> **THE TASK**:
Identify every line in the records below that contains the word "Sandstraße", and copy each of those lines.

(Items from a data source)
++++++++++

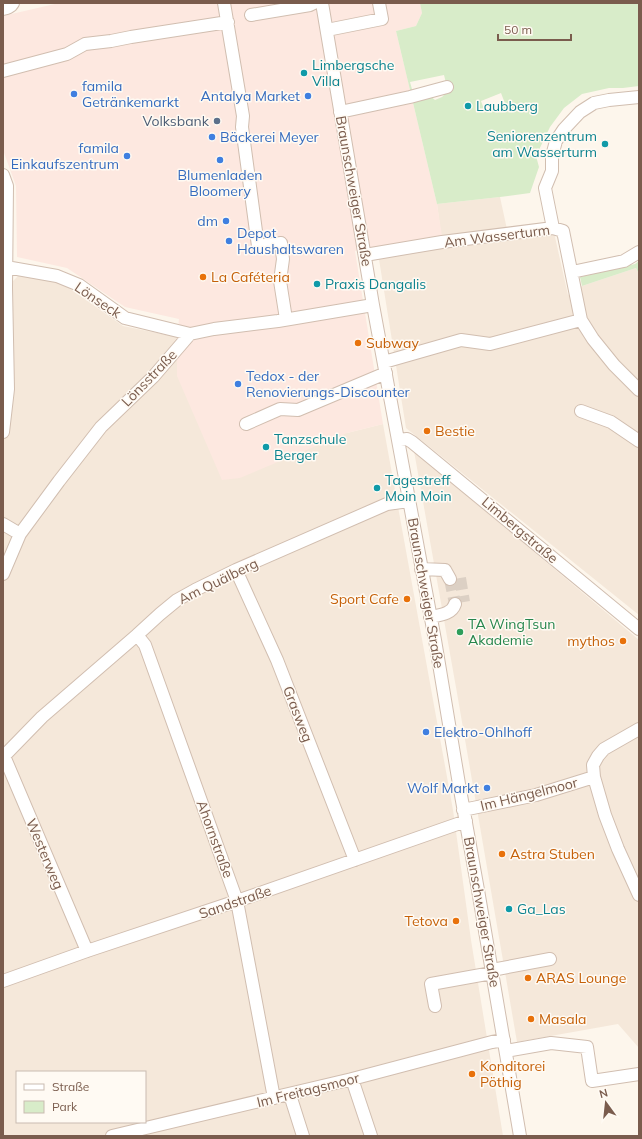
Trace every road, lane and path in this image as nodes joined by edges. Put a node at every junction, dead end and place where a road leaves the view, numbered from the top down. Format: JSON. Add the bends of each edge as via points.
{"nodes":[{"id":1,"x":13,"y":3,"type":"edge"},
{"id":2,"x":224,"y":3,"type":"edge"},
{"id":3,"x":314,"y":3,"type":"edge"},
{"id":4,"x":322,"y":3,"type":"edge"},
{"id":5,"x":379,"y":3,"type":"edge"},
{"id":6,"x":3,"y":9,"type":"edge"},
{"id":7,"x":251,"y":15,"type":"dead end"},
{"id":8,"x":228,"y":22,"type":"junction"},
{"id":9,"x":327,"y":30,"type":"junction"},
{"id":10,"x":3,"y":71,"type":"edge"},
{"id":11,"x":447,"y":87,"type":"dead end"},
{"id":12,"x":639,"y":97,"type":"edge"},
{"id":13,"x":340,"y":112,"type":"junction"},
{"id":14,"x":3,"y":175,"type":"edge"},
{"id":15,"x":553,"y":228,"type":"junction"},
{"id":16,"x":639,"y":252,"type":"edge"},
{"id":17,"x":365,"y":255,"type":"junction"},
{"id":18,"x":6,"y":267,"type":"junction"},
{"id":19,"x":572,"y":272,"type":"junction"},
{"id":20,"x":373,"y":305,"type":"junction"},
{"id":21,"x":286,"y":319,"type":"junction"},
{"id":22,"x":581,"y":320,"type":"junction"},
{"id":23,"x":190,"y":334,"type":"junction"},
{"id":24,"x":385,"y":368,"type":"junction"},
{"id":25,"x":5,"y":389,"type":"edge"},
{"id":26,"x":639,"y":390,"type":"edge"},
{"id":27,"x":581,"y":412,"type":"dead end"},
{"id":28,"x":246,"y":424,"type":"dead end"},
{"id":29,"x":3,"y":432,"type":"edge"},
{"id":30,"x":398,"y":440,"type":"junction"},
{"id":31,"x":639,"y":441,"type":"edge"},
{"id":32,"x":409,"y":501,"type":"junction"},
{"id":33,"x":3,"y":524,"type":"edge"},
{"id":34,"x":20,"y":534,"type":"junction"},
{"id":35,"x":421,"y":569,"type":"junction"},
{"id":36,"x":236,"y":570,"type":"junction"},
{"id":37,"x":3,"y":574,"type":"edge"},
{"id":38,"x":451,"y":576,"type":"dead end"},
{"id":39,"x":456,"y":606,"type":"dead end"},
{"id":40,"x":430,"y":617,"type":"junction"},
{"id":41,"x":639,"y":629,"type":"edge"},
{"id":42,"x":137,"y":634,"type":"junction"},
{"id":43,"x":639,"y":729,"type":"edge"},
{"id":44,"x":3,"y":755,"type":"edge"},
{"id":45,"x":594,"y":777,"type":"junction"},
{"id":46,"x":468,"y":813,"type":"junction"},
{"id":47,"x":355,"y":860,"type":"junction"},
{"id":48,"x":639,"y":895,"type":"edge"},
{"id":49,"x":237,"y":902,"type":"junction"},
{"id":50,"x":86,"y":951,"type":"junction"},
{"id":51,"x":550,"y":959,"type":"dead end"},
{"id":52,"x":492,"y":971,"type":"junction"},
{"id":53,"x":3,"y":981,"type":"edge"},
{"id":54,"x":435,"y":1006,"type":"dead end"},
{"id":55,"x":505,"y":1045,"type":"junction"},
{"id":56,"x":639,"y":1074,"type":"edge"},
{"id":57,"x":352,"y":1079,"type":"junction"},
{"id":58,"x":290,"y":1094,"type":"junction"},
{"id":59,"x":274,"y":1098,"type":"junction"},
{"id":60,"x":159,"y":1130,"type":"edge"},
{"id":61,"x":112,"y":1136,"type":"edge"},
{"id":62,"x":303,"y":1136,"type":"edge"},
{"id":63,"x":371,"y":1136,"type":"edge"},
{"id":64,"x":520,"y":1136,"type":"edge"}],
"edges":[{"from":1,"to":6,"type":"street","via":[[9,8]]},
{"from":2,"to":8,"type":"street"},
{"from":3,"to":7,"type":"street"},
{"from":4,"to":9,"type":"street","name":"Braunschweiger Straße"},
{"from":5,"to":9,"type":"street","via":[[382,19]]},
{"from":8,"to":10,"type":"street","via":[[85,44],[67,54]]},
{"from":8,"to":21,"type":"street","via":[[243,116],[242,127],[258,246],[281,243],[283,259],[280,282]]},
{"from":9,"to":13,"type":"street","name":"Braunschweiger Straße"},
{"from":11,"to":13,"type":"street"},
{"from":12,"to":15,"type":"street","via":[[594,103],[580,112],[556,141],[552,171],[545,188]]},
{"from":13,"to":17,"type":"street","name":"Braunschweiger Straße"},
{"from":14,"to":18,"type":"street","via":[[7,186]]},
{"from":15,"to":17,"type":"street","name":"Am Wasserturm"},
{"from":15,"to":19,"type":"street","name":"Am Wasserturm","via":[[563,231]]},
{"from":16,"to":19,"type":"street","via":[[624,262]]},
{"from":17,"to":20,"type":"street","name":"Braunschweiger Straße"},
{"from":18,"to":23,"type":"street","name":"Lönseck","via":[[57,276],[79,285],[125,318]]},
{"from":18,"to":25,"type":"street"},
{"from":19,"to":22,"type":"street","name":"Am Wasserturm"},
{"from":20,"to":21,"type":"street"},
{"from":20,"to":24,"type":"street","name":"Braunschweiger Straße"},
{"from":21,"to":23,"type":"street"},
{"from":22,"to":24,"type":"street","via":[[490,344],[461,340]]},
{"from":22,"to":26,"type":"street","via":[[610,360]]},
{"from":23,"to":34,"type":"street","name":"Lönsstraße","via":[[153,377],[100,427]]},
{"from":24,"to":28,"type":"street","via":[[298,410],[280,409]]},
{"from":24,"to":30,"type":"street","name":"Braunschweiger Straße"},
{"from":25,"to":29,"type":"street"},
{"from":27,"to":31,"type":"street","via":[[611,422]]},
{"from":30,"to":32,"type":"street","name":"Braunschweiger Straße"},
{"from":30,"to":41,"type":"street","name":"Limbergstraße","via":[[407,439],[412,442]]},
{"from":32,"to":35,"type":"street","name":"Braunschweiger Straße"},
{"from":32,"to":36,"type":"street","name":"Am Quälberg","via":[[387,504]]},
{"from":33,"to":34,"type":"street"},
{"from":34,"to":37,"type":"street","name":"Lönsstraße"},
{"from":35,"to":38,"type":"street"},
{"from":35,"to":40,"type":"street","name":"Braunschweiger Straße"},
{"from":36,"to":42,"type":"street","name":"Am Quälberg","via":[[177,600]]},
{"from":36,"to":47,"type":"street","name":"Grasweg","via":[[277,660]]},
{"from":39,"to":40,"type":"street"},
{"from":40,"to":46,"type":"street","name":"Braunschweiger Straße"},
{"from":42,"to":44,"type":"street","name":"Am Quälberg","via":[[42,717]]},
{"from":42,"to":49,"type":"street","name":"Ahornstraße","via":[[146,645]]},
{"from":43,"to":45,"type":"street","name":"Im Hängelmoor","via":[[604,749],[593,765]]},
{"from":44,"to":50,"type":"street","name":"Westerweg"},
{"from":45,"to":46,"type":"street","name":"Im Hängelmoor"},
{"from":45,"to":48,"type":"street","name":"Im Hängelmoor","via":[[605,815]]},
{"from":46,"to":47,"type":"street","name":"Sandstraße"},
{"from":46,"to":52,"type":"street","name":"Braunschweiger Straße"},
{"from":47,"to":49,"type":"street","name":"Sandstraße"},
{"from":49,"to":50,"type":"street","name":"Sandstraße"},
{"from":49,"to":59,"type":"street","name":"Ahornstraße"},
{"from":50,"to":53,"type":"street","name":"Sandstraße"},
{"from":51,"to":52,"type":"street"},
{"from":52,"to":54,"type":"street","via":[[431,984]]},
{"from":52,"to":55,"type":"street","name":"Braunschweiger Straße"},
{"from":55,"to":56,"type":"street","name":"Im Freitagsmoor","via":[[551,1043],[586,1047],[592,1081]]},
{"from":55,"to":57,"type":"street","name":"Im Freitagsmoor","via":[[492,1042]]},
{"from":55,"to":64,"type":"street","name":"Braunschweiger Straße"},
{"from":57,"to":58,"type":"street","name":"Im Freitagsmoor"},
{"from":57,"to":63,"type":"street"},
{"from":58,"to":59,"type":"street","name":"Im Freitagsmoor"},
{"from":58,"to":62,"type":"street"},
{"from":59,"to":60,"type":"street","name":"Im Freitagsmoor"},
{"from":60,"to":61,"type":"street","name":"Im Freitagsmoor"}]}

++++++++++

> **ANSWER AREA**:
{"from":46,"to":47,"type":"street","name":"Sandstraße"},
{"from":47,"to":49,"type":"street","name":"Sandstraße"},
{"from":49,"to":50,"type":"street","name":"Sandstraße"},
{"from":50,"to":53,"type":"street","name":"Sandstraße"},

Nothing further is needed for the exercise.